Facilitation would be so easy, if it wasn’t for the participants…

If I could choose between a day spent with my computer and a day spent facilitating a loud group of disagreeing Nigerians, I’d always choose the Nigerians. There are some people who get their kick out of solving complicated things alone in front of their computer, but I’m definitely not one of them…

Yesterday I talked with my colleague Noora Aberman, who has a similar personality and we both agreed about how much energy we get out of working with people. Yes, but… what do you do, if you just don’t get a room full of people to become one group, what if your attempt of drawing a network map together is continuously hijacked by one or two people who seem to just enjoy to disagree?

What do YOU do?

One thing that happens quite easily in this situation, is that the result is somewhere in the middle between the group perception and the perception of this one person – which means that the consensus (that the group agrees on for the sake of peace) is far away from the general perception and one loud voice is strongly over-represented.

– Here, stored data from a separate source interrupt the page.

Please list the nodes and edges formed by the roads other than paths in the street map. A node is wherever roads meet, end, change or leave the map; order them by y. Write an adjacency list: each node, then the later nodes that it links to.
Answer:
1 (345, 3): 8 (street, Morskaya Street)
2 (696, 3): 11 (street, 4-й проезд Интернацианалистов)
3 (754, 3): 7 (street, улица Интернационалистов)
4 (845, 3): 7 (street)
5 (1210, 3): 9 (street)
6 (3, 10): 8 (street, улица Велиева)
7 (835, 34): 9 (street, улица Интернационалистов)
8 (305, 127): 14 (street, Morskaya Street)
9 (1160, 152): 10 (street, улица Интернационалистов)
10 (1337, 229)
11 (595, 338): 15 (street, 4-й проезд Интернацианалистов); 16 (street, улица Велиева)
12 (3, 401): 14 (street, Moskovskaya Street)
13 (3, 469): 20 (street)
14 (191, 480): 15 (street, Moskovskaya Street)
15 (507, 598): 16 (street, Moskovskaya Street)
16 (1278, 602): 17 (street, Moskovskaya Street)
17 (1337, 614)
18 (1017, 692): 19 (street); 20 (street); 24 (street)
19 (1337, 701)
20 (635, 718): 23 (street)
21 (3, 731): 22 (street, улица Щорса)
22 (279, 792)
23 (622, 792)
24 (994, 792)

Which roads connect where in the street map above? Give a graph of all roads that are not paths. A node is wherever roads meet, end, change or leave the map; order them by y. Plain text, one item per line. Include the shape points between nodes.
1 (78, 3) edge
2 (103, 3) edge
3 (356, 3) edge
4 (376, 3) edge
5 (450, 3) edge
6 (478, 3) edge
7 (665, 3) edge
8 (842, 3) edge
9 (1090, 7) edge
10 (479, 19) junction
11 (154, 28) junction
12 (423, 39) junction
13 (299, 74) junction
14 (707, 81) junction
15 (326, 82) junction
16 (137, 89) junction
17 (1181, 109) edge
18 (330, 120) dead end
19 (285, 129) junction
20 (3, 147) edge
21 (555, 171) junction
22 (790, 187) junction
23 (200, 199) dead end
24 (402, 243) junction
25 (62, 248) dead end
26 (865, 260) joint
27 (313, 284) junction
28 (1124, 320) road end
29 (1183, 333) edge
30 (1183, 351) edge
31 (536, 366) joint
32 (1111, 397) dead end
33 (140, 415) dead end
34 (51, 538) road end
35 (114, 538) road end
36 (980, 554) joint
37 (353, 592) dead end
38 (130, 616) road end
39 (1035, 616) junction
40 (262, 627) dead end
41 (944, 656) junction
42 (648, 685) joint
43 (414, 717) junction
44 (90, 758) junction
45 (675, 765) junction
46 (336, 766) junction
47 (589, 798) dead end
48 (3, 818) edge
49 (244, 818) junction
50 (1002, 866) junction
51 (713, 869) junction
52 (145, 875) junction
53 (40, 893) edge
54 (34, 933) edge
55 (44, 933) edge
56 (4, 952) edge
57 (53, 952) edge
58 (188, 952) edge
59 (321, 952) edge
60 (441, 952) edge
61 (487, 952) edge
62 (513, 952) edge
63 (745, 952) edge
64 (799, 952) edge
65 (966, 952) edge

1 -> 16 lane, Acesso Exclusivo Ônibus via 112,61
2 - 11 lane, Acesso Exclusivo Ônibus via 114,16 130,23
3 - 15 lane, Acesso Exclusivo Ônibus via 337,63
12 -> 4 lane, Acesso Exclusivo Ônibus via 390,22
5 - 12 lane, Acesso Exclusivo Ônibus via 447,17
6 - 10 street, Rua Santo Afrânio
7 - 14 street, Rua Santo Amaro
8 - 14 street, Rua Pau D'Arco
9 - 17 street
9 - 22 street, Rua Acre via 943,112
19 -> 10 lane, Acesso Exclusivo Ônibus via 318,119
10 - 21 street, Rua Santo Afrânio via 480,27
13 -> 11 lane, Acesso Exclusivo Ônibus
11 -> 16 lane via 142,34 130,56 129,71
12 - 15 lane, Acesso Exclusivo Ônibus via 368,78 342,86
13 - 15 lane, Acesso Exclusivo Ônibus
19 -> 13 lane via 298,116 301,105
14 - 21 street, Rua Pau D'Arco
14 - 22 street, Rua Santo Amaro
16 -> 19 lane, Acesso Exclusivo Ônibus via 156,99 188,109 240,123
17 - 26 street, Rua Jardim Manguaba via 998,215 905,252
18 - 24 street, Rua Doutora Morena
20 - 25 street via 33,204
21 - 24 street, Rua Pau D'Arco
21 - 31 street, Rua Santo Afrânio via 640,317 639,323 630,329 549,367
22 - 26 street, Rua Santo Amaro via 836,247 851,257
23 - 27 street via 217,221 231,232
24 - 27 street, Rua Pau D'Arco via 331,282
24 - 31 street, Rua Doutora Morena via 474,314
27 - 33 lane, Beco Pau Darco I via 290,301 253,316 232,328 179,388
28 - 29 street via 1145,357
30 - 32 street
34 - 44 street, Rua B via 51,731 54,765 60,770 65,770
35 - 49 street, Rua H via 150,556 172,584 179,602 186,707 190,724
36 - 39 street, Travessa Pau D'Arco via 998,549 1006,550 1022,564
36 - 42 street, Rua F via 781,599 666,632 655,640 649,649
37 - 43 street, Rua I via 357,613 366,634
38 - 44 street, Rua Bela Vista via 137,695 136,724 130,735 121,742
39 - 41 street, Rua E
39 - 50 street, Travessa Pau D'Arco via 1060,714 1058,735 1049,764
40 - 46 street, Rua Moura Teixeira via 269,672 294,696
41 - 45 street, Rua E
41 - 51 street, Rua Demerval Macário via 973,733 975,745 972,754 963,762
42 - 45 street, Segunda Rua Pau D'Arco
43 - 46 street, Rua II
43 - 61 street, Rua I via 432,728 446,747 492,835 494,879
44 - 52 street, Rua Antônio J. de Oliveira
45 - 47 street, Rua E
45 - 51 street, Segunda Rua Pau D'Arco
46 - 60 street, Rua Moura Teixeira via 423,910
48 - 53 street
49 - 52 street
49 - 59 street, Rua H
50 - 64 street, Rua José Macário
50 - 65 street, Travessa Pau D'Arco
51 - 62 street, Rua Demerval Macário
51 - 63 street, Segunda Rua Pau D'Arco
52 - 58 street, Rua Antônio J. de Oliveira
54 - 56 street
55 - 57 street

How do you deal with your own feeling (of being annoyed and under pressure to produce results in limited time), the group mood (Desire for satisfying and peaceful interactions? Or enjoying a good fight?) and the individual needs of the loud and the quiet participants constructively?

3 Responses

  1. Hi Eva,
    my answer would be:
    1) first I try to speak directly with the counterdependent person on a one-to-one basis, during a pause, to try to understand why s/he acts like that.
    2) If possible, I try to captivate his favor by showing him/her appreciation, reassuring him/her, so that s/he doesn’t feel the urge to be counterdependent.
    3) If I judge that it is a structural attitude s/he adopts to sabotage me and I have no hope to be able to change it in the time I have in my training session, I’ll try to “constrain” the bugging person with some humorous comments, to clearly show his/her counterproductive attitude to the rest of the group without sounding confrontational.
    2) I then try to empower the rest of the group to neutralize the bugging one by directly asking them to express their views on his/her attitude with regards to the achievement of the agreed goals. So metacommunicate: draw the group attention to the process and have them declare him/her “out of law”.
    3) On my end, I try to limit his/her chances of expression and the time allotted to them, interrupting him/her if needed, on the basis of my role of trainer and warranter of the training process, having to give everyone a fair chance of expression.

    Paolo

  2. Sometimes, we call it facipulation, where one puts his/her foot in when the decision is not a consensus. One of the process i use is put all the answers in the meta-cards and summarise the answers. It also allow quiet participants to write on their thoughts and be heard. One a worst case scenario, i remind them on the norms agreed upon in a workshop.

  3. The pressure to achieve results and the importance of learning from the process are, and I think always will be, in tension.

    Quite often, a difficult participant actually has a positive effect on the process – causing other participants to challenge their beliefs and think a deeper about the process. Recognising this will help to find the balance between giving them fee reign and cutting them off completely.